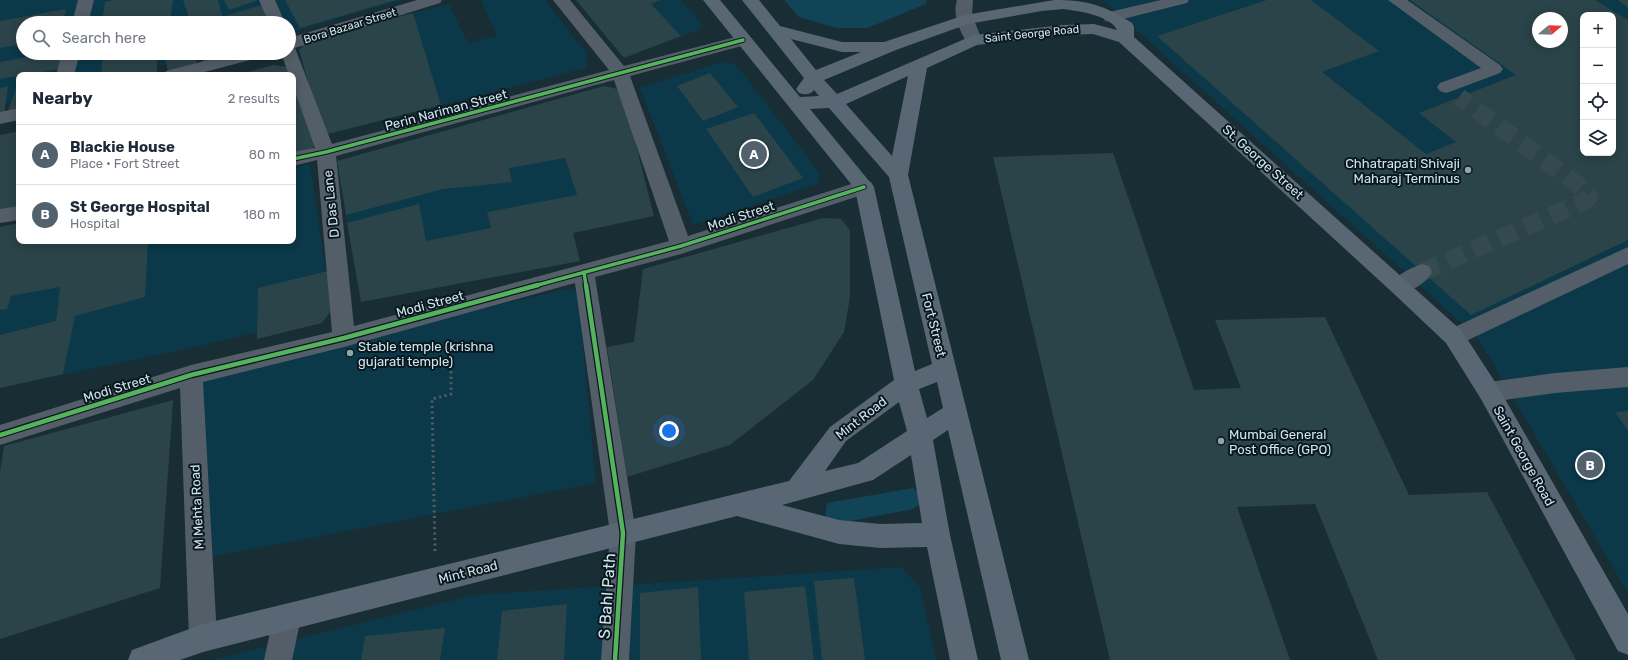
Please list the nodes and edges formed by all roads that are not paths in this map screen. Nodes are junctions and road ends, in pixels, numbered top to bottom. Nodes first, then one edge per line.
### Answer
1 (86, 0) edge
2 (561, 0) edge
3 (711, 0) edge
4 (750, 0) edge
5 (965, 0) edge
6 (1181, 0) edge
7 (1396, 0) edge
8 (268, 1) edge
9 (424, 1) edge
10 (1041, 3) edge
11 (82, 16) edge
12 (274, 16) edge
13 (1112, 17) junction
14 (965, 20) junction
15 (775, 30) junction
16 (1125, 38) junction
17 (743, 40) junction
18 (974, 40) junction
19 (296, 42) edge
20 (890, 46) junction
21 (69, 60) edge
22 (229, 60) edge
23 (292, 60) edge
24 (918, 66) junction
25 (66, 72) edge
26 (183, 72) edge
27 (621, 74) junction
28 (813, 78) junction
29 (1459, 97) tunnel mouth
30 (836, 102) junction
31 (796, 103) junction
32 (16, 115) edge
33 (0, 118) edge
34 (326, 152) junction
35 (296, 158) edge
36 (898, 175) junction
37 (864, 187) junction
38 (16, 213) edge
39 (0, 216) edge
40 (681, 246) junction
41 (1628, 255) edge
42 (584, 272) junction
43 (1422, 272) tunnel mouth
44 (1400, 286) junction
45 (1454, 337) junction
46 (344, 338) junction
47 (945, 369) junction
48 (191, 375) junction
49 (1628, 377) edge
50 (906, 384) junction
51 (1489, 392) junction
52 (955, 413) junction
53 (0, 435) edge
54 (920, 436) junction
55 (797, 490) junction
56 (737, 505) junction
57 (624, 533) junction
58 (937, 535) junction
59 (287, 618) junction
60 (203, 638) junction
61 (1628, 641) edge
62 (142, 660) edge
63 (278, 660) edge
64 (615, 660) edge
65 (964, 660) edge
66 (1015, 660) edge

1 - 11 street
2 - 27 street
3 - 17 main road
4 - 15 main road, Fort Street
5 - 14 street
6 - 13 street
7 - 29 street
8 - 12 street
9 - 19 street, Bora Bazaar Street
10 - 13 main road, Saint George Road
10 - 14 main road, Saint George Road
13 - 16 main road, Saint George Road
14 - 18 street
14 - 20 main road, Saint George Road
15 - 20 main road
15 - 28 main road, Fort Street
16 - 18 main road, Saint George Road
16 - 44 main road, St. George Street
17 - 27 street, Perin Nariman Street
17 - 31 main road
18 - 24 main road, Saint George Road
20 - 28 main road, Saint George Road
21 - 25 street
22 - 26 street
23 - 34 street, D Das Lane
24 - 30 main road, Saint George Road
24 - 36 main road
27 - 34 street, Perin Nariman Street
27 - 40 street
28 - 30 main road, Fort Street
28 - 31 main road
30 - 31 main road, Saint George Road
30 - 36 main road, Fort Street
31 - 37 main road
32 - 33 street
34 - 35 street, Perin Nariman Street
34 - 46 street, D Das Lane
36 - 47 main road, Fort Street
37 - 40 street, Modi Street
37 - 50 main road
38 - 39 street
40 - 42 street, Modi Street
41 - 45 street
42 - 46 street, Modi Street
42 - 57 street, S Bahl Path
43 - 44 street
44 - 45 main road, Saint George Road
45 - 51 main road, Saint George Road
46 - 48 street, Modi Street
47 - 50 main road, Mint Road
47 - 52 main road, Fort Street
48 - 53 street, Modi Street
48 - 60 street, M Mehta Road
49 - 51 street
50 - 54 main road
50 - 55 main road, Mint Road
51 - 61 main road, Saint George Road
52 - 54 main road, Mint Road
52 - 66 main road, Fort Street
54 - 55 main road, Mint Road
54 - 58 main road
55 - 56 main road, Mint Road
56 - 57 main road, Mint Road
56 - 58 main road
57 - 59 main road, Mint Road
57 - 64 street, S Bahl Path
58 - 65 main road
59 - 60 main road, Mint Road
59 - 63 street
60 - 62 main road, Mint Road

* * * * *

> **DESCRIPTION OF THE TASK**:
Among the records above, find each line holding "Saint" and list it.

> **SOLUTION BELOW**:
10 - 13 main road, Saint George Road
10 - 14 main road, Saint George Road
13 - 16 main road, Saint George Road
14 - 20 main road, Saint George Road
16 - 18 main road, Saint George Road
18 - 24 main road, Saint George Road
20 - 28 main road, Saint George Road
24 - 30 main road, Saint George Road
30 - 31 main road, Saint George Road
44 - 45 main road, Saint George Road
45 - 51 main road, Saint George Road
51 - 61 main road, Saint George Road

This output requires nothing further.